▶ **WORK INSTRUCTION**
When you restate the records, do so word for word and omit any picture they contain.

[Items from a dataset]
»»

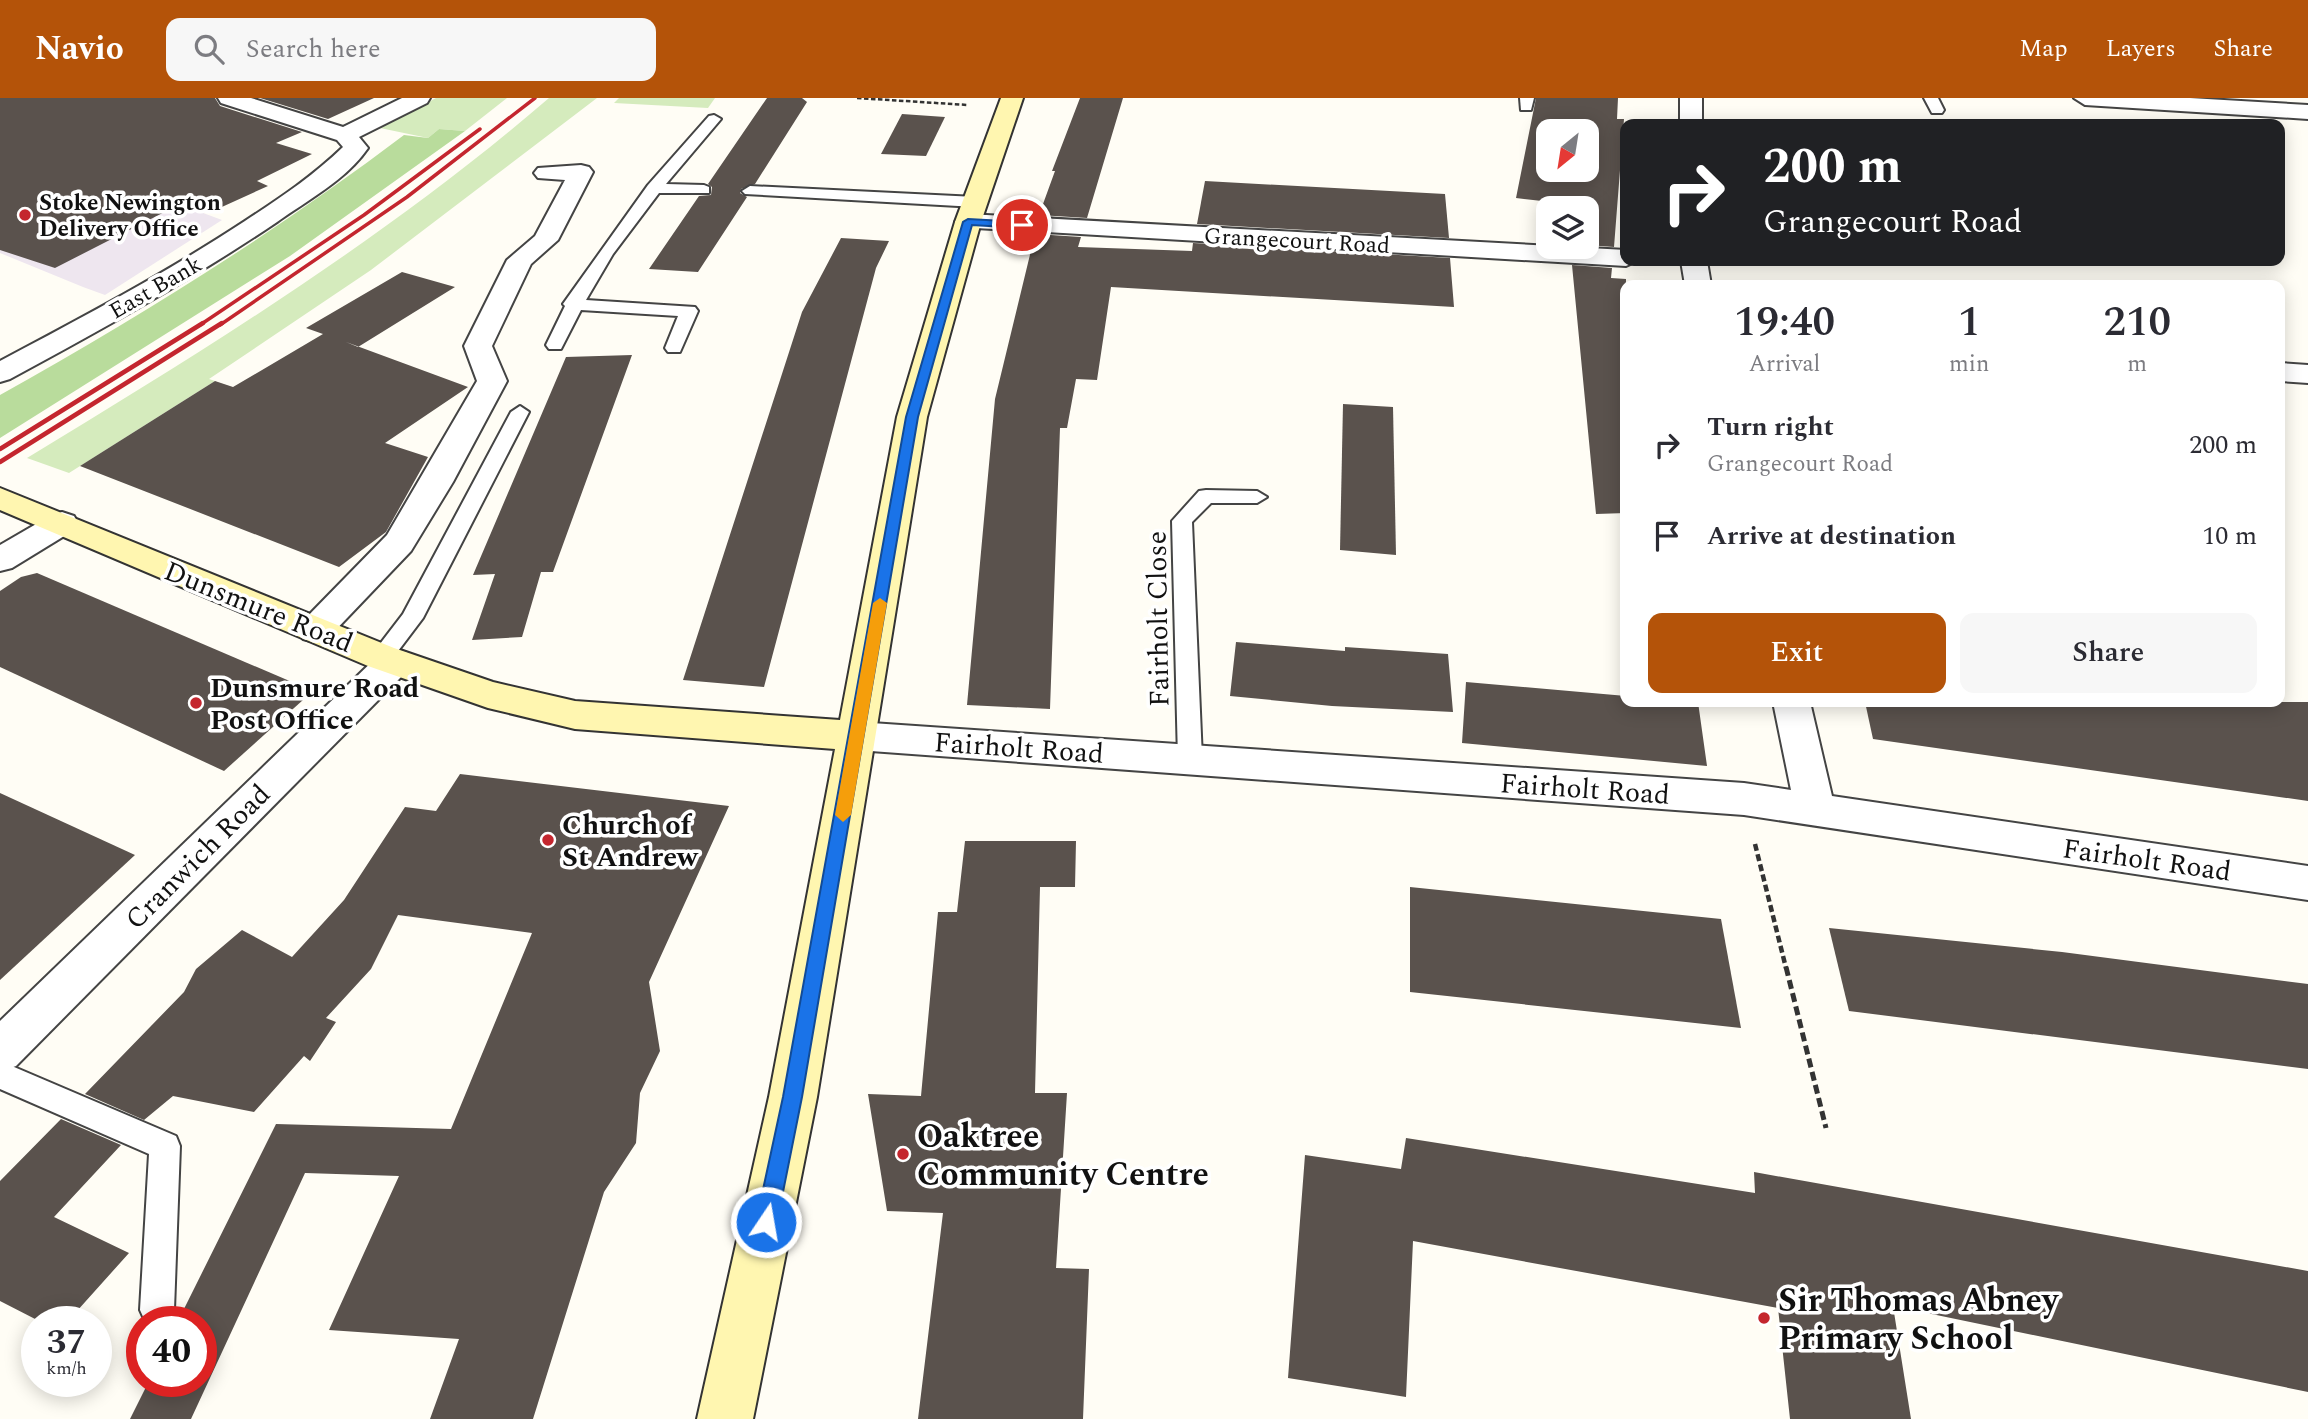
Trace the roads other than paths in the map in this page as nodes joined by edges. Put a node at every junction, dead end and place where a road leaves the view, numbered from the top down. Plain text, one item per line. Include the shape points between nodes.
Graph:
1 (229, 98) edge
2 (419, 98) edge
3 (1691, 98) edge
4 (2085, 98) edge
5 (1010, 103) edge
6 (2308, 112) edge
7 (714, 119) dead end
8 (1691, 119) edge
9 (345, 135) junction
10 (546, 173) dead end
11 (653, 188) junction
12 (704, 190) dead end
13 (750, 191) dead end
14 (972, 212) junction
15 (1620, 258) edge
16 (572, 304) junction
17 (555, 345) dead end
18 (674, 348) dead end
19 (2285, 372) edge
20 (0, 373) edge
21 (2308, 374) edge
22 (520, 412) dead end
23 (1257, 497) dead end
24 (0, 498) edge
25 (62, 523) junction
26 (0, 560) edge
27 (315, 630) junction
28 (387, 659) junction
29 (1793, 707) edge
30 (857, 736) junction
31 (1190, 759) junction
32 (1815, 810) junction
33 (2308, 883) edge
34 (0, 1051) edge
35 (0, 1075) edge
36 (157, 1306) edge
37 (725, 1419) edge

1 - 9 street
2 - 9 street
3 - 8 street
4 - 6 street
5 - 14 street
7 - 11 lane
9 - 20 street, East Bank via 356,148 324,179 139,298
10 - 27 street via 581,172 545,240 520,260 478,346 492,381 399,543
11 - 12 lane
11 - 16 lane
13 - 14 lane
14 - 15 street, Grangecourt Road
14 - 30 street via 912,417
16 - 17 lane
16 - 18 lane via 689,311
19 - 21 street
22 - 28 lane
23 - 31 lane, Fairholt Close via 1206,496 1182,521
24 - 25 street, Dunsmure Road
25 - 26 street
25 - 27 street, Dunsmure Road
27 - 28 street, Dunsmure Road
28 - 30 street, Dunsmure Road via 488,694 575,715
28 - 34 street, Cranwich Road
29 - 32 street
30 - 31 street, Fairholt Road
30 - 37 street via 793,1097
31 - 32 street, Fairholt Road via 1744,799
32 - 33 street, Fairholt Road
35 - 36 lane via 165,1146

««

▶ **ANSWER TO THIS TASK**
Trace the roads other than paths in the map in this page as nodes joined by edges. Put a node at every junction, dead end and place where a road leaves the view, numbered from the top down. Plain text, one item per line. Include the shape points between nodes.
Graph:
1 (229, 98) edge
2 (419, 98) edge
3 (1691, 98) edge
4 (2085, 98) edge
5 (1010, 103) edge
6 (2308, 112) edge
7 (714, 119) dead end
8 (1691, 119) edge
9 (345, 135) junction
10 (546, 173) dead end
11 (653, 188) junction
12 (704, 190) dead end
13 (750, 191) dead end
14 (972, 212) junction
15 (1620, 258) edge
16 (572, 304) junction
17 (555, 345) dead end
18 (674, 348) dead end
19 (2285, 372) edge
20 (0, 373) edge
21 (2308, 374) edge
22 (520, 412) dead end
23 (1257, 497) dead end
24 (0, 498) edge
25 (62, 523) junction
26 (0, 560) edge
27 (315, 630) junction
28 (387, 659) junction
29 (1793, 707) edge
30 (857, 736) junction
31 (1190, 759) junction
32 (1815, 810) junction
33 (2308, 883) edge
34 (0, 1051) edge
35 (0, 1075) edge
36 (157, 1306) edge
37 (725, 1419) edge

1 - 9 street
2 - 9 street
3 - 8 street
4 - 6 street
5 - 14 street
7 - 11 lane
9 - 20 street, East Bank via 356,148 324,179 139,298
10 - 27 street via 581,172 545,240 520,260 478,346 492,381 399,543
11 - 12 lane
11 - 16 lane
13 - 14 lane
14 - 15 street, Grangecourt Road
14 - 30 street via 912,417
16 - 17 lane
16 - 18 lane via 689,311
19 - 21 street
22 - 28 lane
23 - 31 lane, Fairholt Close via 1206,496 1182,521
24 - 25 street, Dunsmure Road
25 - 26 street
25 - 27 street, Dunsmure Road
27 - 28 street, Dunsmure Road
28 - 30 street, Dunsmure Road via 488,694 575,715
28 - 34 street, Cranwich Road
29 - 32 street
30 - 31 street, Fairholt Road
30 - 37 street via 793,1097
31 - 32 street, Fairholt Road via 1744,799
32 - 33 street, Fairholt Road
35 - 36 lane via 165,1146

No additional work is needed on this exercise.